I’m always on the lookout for cheap eats in London and this place is a find. There are just a few tables, and you might have to wait, but the intimate setting gives you a chance to listen to the regulars bantering with the cooks.

“C’ah mon mate, don’t be stingy wit tha doh-nah, oh-roight now, that’s wot I’m talkin’ bowt,” said one obnoxious bloke, who’d clearly started drinking early on a Saturday.

I had the spicy Adana kebab, which was outstanding and came with rice, salad and bread for £6, a bargain by any measure in this pricey megacity.

7:30 p.m. Jerusalem Tavern

There are at least 7,000 pubs in London so to recommend just one is almost perverse. But a surprising number of London pubs offer just mass-produced beer and no craft beers, so even though there are pubs on nearly every block, it’s not always as easy to find good beer as you might expect. The Jerusalem Tavern is operated by London’s St. Peter’s Brewery, so it has great beer, plus atmosphere in spades.

It’s a tiny little place, with just three rooms and a row of wooden casks behind the bar. The tavern has occupied different sites in the neighborhood since the 14th century and the present building dates to 1720, though it’s only been a pub since the 1990s. I had a tasty pint of St. Peter’s Brewery Pale Ale and enjoyed something you never find in an American bar: quiet. No music, no TV, just the hum of quiet conversation.

9 p.m. A Stroll Through Shoreditch in London’s East End

London’s East End, once home to Jack-the-Ripper, has historically been the city’s gritty, working class underbelly. But in recent years, Shoreditch and other East End hoods have been transformed into the creative hub of the British capital.

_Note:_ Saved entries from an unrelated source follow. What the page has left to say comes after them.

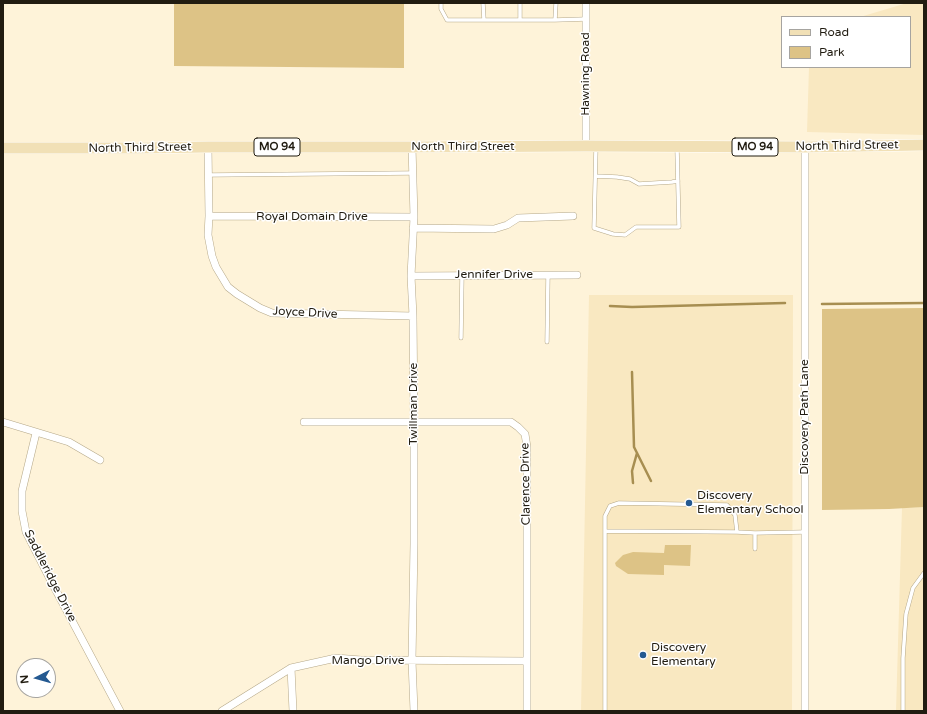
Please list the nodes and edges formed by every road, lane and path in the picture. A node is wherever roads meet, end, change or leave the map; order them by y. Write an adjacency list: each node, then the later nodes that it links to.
1 (441, 3): 7 (lane)
2 (484, 3): 7 (lane)
3 (520, 3): 8 (lane)
4 (556, 3): 9 (lane)
5 (586, 3): 6 (street, Hawning Road)
6 (586, 18): 9 (lane); 11 (street, Hawning Road)
7 (484, 20): 8 (lane)
8 (520, 20): 9 (lane)
9 (555, 20)
10 (924, 145): 15 (main road, North Third Street / MO 94)
11 (591, 146): 12 (main road, North Third Street / MO 94); 14 (main road, North Third Street / MO 94); 19 (lane)
12 (677, 146): 15 (main road, North Third Street / MO 94); 20 (lane)
13 (208, 147): 14 (main road, North Third Street / MO 94); 16 (main road, North Third Street / MO 94); 18 (street, Joyce Drive)
14 (412, 147): 17 (street, Twillman Drive)
15 (805, 147): 39 (street, Discovery Path Lane)
16 (3, 148)
17 (413, 173): 18 (lane); 23 (street, Twillman Drive)
18 (208, 175): 21 (street, Joyce Drive)
19 (596, 176): 20 (lane); 20 (lane)
20 (678, 181)
21 (209, 216): 23 (street, Royal Domain Drive); 29 (street, Joyce Drive)
22 (573, 216): 24 (street)
23 (414, 217): 24 (street, Twillman Drive)
24 (413, 228): 28 (street, Twillman Drive)
25 (462, 275): 26 (street, Jennifer Drive); 28 (street, Jennifer Drive); 30 (lane)
26 (548, 275): 27 (street, Jennifer Drive); 31 (lane)
27 (577, 275)
28 (411, 276): 29 (street, Twillman Drive)
29 (413, 316): 32 (street, Twillman Drive)
30 (461, 338)
31 (547, 342)
32 (414, 421): 34 (street, Clarence Drive); 43 (street, Twillman Drive); 44 (street, Clarence Drive)
33 (3, 422): 35 (street)
34 (304, 422)
35 (36, 433): 36 (street); 46 (street, Saddleridge Drive)
36 (100, 460)
37 (605, 531): 38 (lane); 38 (lane); 51 (lane)
38 (737, 532): 40 (lane)
39 (805, 532): 40 (lane); 52 (street, Discovery Path Lane)
40 (755, 533): 41 (lane)
41 (755, 549)
42 (924, 573): 53 (lane)
43 (412, 661): 44 (street, Mango Drive); 45 (street, Mango Drive); 49 (street, Twillman Drive)
44 (526, 661): 50 (street, Clarence Drive)
45 (291, 668): 47 (street, Mango Drive); 48 (street)
46 (120, 711)
47 (222, 711)
48 (293, 711)
49 (414, 711)
50 (527, 711)
51 (605, 711)
52 (805, 711)
53 (903, 711)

On the second longest day of the year it was still light out after 9 p.m. and swarms of fashionably dressed young people were lined up outside Cargo, a bar/restaurant with thumping dance music, while over at a bar called Kick on Shoreditch High Street, guys in French Maid costumes sang drinking songs and toasted each other on the veranda.

Shoreditch is filled with bars, restaurants, music venues and galleries, but it’s also a neighborhood that rewards aimless wandering, particularly on buzzing streets like Curtain road, near Rivington street, Bash street and Hoxton Square.

Sunday

8 a.m. Hyde Park

I like to start the morning with a long walk in a pretty green space and in London, Hyde Park is a serene and scenic place to start the day with a little exercise. Henry VIII appropriated this chunk of land in 1536 from the monks of Westminster Abbey to hunt deer and the place has been open to the public since the early 1600s.

I visited London for the first time as a 16-year-old and one of the few things I remember about the trip was a Sunday morning visit to Speaker’s Corner, where Londoners of all stripes can stand up on top of a milk crate and speak their minds. I was thrilled to learn the term “wanker” and various other bits of slang, much to my parent’s chagrin, so I was eager to experience the spectacle again after all these years. But alas, the speakers don’t get fired up until later in the morning, so if you want to take in speaker’s corner, stop by on Sunday afternoon.

11 a.m. Sung Eucharist at St. Paul’s Cathedral

Cross London’s Millennium Footbridge at 11 a.m. on a Sunday morning and you’ll be beckoned into St. Paul’s by the glorious chiming bells. The smell of roasting nuts fills the air as you cross the bridge, and even an atheist could enjoy the splendor of this magnificent cathedral, designed by St. Christopher Wren in 1675 on the site where a cathedral was first opened in 604. Stick around for the 11:15 a.m. Sung Eucharist to get the full experience of this magisterial place, which was the tallest building in London until the 1960s.

12:00 p.m. Tate Modern

Even if you don’t like modern art, walk back across the Milennium Footbridge after your visit to St. Paul’s and check out the sixth-floor café of this museum for spectacular views of the cathedral and the city. You can visit the permanent exhibits for free and the gift shop is also a great place to stock up on souvenirs. The highlight of my visit was an exhibit featuring the works of Mexican photographer Graciela Iturbide, but I found many of the other exhibits best left for the Sprockets crowd.

1:30 p.m. Bánh mì Time

Take the tube to Goodge street and then walk west on Goodge between Charlotte and Cleveland streets to find this outdoor stand selling freshly grilled mouth-watering bánh mì sandwiches (beef, pork and chicken) £5.

2 p.m. Dickensian London

Walk up Cleveland Street, north of Goodge, to check out Charles Dickens’s first London home, now an apartment with six buzzers sandwiched in between Indian and Greek restaurants. (Look for the blue plaque.) And just one block north, check out the workhouse that gave him the inspiration for “Oliver Twist” across from the King and Queen Pub.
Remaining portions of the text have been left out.